I’m generally lazy. I like my groups smooth and efficient and optimal. I like getting what I’m aiming for, when I group up, fast and painless. Unless it’s the weekend and I’m in a really good benevolent mood, I don’t have time to spend 3 hours teaching a bunch of people I’ll probably never see again how not to suck, in order for me to get what I want.

Given very little push, I am quite happy to fall back into old obsessive hardcore patterns and think elitist thoughts. With the right motivation, I’ll do whatever is needed to fall within the 10% who can do whatever it is I want to do, and who gives a fuck about the 90% who can’t, right? It’s not like most of them even -want- to. If they’re not even willing to help themselves, why should -I- care?

(You will note, all the “them” speech. Segregation. Division. Not community.)

Then I stop and I wonder if I should really let myself go down that road of thought. I’m not sure if I’d like the person that comes out the other end.

I suppose there is a certain amount of real world correlation and history at work. Singapore’s education system has always been “meritocracy”-based – which, during the time I grew up – mostly meant doing well at academic grades at an early age. If you scored top marks, you got shoved into the through-trains, labeled with really positive labels, and woe betide those that didn’t. They got the opposite treatment, pretty much.

It hasn’t been till the last decade or two that the very slow oil tanker has been steering in other directions, realizing that “merit” could be defined very differently (including musical, artistic and athletic merit, besides academic) and doing their best to recognize those with different strengths, as well as giving those who didn’t do well academically other possible and potential pathways to progress their education and careers (giving them the opportunity to possibly even overtake the supposed ‘elite’ once in the working world.)

The other thing the education system has been slowly attempting to do, through thick layers of bureaucracy, is to tweak policy for those who have somehow “fallen through the cracks” and don’t quite fit into neatly labeled categories.

The latest governmental propaganda is basically an exhortation to keep social consciousness in view, to have a heart, and contribute to the community, “No Singaporean left behind,” and so on.

I’m basically caught between being a pragmatic bastard and an ideal of someone better than that.

And I honestly don’t know which way I’ll go.

Is it at all possible to be an egalitarian hardcore raider?

Or do elitist thoughts and segregation away from the hoi polloi come as part of the territory?

(I’ll be frank, I won’t do a PUG Teq, when a TTS Teq is so much more enjoyable and efficient and equally available.
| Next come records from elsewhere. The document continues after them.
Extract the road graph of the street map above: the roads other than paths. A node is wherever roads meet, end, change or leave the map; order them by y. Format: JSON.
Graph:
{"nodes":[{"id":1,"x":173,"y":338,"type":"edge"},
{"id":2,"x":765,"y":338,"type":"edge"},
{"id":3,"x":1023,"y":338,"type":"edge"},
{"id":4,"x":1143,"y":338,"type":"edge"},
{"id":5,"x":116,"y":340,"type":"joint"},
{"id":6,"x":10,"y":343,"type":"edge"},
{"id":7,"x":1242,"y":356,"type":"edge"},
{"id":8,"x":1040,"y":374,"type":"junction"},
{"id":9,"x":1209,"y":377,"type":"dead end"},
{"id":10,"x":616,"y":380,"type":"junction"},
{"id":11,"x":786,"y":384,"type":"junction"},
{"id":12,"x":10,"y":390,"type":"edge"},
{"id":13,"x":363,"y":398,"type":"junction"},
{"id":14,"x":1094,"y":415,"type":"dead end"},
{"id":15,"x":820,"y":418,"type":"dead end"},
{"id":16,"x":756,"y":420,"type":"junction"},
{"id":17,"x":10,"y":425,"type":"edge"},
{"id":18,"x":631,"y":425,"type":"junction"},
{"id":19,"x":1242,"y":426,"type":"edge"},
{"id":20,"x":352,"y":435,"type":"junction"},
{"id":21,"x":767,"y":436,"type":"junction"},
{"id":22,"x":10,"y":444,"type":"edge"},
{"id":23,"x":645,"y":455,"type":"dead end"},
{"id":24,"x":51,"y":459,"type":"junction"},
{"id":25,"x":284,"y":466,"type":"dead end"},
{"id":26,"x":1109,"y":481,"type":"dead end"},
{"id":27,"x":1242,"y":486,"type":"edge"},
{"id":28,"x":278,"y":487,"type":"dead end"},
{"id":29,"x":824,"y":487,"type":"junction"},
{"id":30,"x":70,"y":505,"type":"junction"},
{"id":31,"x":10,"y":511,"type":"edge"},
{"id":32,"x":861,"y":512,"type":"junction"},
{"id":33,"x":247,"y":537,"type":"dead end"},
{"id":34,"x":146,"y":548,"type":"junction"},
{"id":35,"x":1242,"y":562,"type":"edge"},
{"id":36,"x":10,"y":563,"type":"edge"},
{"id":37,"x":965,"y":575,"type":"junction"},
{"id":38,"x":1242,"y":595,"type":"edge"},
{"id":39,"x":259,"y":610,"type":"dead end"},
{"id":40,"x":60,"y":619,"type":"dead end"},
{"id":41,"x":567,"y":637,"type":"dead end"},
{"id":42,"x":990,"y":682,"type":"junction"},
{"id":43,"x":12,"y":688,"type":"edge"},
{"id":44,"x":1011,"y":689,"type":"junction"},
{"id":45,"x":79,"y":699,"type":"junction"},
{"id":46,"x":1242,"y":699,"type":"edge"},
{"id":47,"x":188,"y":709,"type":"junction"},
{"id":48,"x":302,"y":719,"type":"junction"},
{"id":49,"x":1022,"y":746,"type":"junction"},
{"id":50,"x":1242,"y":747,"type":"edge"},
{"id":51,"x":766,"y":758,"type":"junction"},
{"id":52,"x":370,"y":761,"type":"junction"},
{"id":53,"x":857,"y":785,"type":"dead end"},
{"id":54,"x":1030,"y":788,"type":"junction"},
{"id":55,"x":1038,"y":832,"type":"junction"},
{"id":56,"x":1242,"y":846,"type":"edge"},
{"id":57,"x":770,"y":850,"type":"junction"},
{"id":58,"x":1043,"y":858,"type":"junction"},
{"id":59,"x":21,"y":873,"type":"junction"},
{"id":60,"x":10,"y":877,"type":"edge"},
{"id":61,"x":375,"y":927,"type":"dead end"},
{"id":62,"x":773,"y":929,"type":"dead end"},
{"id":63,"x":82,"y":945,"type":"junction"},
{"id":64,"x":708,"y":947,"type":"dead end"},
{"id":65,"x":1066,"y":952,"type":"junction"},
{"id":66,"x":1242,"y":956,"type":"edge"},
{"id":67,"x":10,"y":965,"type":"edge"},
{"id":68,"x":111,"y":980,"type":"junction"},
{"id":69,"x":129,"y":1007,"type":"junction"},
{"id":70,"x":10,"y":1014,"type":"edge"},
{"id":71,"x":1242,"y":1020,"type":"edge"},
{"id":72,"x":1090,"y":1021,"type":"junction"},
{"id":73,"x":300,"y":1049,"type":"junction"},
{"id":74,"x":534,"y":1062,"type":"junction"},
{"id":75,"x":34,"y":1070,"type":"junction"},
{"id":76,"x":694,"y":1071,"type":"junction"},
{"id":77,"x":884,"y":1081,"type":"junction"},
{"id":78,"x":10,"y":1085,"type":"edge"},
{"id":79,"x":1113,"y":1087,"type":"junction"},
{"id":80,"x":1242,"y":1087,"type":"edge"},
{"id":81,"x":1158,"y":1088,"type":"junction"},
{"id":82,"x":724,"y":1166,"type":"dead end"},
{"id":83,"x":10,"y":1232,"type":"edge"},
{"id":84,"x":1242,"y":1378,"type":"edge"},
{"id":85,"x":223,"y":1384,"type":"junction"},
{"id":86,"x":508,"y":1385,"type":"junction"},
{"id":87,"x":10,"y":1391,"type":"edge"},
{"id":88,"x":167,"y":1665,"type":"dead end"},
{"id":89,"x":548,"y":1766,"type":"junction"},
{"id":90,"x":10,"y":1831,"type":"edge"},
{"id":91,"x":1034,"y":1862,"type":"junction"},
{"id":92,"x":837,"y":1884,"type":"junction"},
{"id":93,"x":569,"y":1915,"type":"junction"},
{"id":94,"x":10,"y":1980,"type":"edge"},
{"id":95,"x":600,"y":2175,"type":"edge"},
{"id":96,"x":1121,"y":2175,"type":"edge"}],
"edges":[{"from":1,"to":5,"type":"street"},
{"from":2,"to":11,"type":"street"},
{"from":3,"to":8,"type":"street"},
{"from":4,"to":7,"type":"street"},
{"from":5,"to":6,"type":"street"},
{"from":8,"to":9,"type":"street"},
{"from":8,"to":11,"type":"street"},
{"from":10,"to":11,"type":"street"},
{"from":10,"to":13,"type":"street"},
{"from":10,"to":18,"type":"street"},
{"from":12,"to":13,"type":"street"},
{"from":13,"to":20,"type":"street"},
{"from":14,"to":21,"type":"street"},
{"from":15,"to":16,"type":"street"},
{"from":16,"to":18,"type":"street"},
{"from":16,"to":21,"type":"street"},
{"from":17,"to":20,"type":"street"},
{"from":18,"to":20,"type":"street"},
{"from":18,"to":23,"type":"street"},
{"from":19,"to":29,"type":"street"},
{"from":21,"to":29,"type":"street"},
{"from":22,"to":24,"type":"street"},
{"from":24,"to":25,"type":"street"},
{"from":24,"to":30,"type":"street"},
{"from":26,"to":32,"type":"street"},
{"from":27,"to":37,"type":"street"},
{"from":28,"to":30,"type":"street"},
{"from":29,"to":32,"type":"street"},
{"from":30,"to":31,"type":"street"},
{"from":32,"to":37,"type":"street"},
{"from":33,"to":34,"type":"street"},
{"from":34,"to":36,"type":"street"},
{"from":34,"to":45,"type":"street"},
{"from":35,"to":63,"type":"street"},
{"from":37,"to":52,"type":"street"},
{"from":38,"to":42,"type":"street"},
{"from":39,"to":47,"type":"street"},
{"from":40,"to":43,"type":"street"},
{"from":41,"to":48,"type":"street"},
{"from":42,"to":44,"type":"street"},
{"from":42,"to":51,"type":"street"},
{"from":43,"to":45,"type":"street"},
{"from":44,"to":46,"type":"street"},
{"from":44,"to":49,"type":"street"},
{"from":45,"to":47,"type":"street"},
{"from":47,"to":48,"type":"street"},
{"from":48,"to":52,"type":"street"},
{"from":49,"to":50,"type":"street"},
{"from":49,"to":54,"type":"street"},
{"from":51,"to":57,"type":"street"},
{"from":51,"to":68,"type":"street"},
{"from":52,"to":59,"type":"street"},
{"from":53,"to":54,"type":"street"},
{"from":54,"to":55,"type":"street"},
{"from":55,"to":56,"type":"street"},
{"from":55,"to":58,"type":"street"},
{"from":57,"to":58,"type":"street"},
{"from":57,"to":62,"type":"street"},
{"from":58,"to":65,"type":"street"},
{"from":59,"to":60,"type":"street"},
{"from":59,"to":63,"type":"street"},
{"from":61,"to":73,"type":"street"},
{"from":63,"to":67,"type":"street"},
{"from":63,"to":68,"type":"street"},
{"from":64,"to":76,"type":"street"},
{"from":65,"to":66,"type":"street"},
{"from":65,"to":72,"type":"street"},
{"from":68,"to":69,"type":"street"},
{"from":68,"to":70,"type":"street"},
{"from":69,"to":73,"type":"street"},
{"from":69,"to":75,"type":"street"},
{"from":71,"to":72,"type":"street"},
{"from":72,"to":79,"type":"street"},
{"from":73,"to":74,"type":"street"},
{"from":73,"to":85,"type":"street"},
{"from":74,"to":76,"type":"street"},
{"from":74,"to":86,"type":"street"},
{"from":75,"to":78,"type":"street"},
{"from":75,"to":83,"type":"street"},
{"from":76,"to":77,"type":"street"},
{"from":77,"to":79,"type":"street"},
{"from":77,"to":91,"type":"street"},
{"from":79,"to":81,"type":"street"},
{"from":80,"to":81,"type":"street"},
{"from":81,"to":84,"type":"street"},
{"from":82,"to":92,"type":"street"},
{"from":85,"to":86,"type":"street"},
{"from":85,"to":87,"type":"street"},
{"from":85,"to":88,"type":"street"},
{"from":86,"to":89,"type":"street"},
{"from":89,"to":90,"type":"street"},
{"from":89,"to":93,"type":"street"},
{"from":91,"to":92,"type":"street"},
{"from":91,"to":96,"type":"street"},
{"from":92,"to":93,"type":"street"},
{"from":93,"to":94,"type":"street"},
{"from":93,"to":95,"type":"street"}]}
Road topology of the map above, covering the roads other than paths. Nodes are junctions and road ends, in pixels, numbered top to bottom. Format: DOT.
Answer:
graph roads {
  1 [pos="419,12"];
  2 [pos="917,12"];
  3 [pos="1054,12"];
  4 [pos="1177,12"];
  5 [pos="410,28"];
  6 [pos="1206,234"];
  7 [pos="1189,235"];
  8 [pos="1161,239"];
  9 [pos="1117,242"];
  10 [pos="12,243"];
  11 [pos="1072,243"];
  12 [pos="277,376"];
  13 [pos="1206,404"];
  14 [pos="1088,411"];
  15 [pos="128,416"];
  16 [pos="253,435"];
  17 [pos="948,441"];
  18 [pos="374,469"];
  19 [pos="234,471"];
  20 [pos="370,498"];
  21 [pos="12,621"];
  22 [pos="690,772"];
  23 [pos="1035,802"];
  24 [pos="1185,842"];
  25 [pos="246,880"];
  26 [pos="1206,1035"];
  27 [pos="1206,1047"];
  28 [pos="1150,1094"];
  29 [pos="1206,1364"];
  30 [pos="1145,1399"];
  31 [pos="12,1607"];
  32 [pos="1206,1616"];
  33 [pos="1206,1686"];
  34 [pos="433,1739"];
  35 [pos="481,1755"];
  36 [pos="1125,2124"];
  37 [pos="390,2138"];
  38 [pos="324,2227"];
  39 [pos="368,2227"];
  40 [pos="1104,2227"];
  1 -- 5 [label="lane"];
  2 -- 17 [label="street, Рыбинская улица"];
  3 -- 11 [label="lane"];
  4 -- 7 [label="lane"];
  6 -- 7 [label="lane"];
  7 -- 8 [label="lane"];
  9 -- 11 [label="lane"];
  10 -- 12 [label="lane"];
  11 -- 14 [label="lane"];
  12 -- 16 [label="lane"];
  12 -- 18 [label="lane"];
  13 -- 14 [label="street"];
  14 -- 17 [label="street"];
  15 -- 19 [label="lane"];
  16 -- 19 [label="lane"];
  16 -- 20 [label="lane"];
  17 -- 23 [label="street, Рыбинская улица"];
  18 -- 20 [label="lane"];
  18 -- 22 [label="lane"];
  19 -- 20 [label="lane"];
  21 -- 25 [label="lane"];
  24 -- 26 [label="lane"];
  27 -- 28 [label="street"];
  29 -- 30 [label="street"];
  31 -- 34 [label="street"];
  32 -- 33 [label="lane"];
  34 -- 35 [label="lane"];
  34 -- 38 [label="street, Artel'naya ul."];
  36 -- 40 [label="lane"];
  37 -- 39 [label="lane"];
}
And there was a time when I just couldn’t be bothered rezzing anyone in the Silverwastes because they jolly well ought to waypoint back instead of just laying there dead and expecting someone to risk dying to peel them off the floor… especially when they die again in the next ten seconds that follow.

I’m feeling a bit more bleeding heart after a month away from GW2 and go for a rez, though it’s mostly to test myself and build quick reactions for future “challenging group content” than harboring any actual concern for the person or any expectation that the person will stay upright. Elitist? Probably.)

If I keep playing GW2, I will mostly likely do my best to get into and stay in a successful, regular, organized raid team.

(Unless it so happens that timezones and schedules are really restrictive and there’s no way I can wrangle something that fits.)

There’s no way I can ignore a mountain that is plonked down in front of me.

Not sure it’s worth it, really. But beyond the temptation of Legendary armor, there will be the basic fact that it is content I haven’t seen or played, and therefore must attempt until it is conquered (or I fall screaming off the mountain.)

I have no idea what’s going to come out at the other end. Burnout, drama, frustration, or just a bad case of elitist prick-ism?

Well. *deep breath* I guess we’ll find out.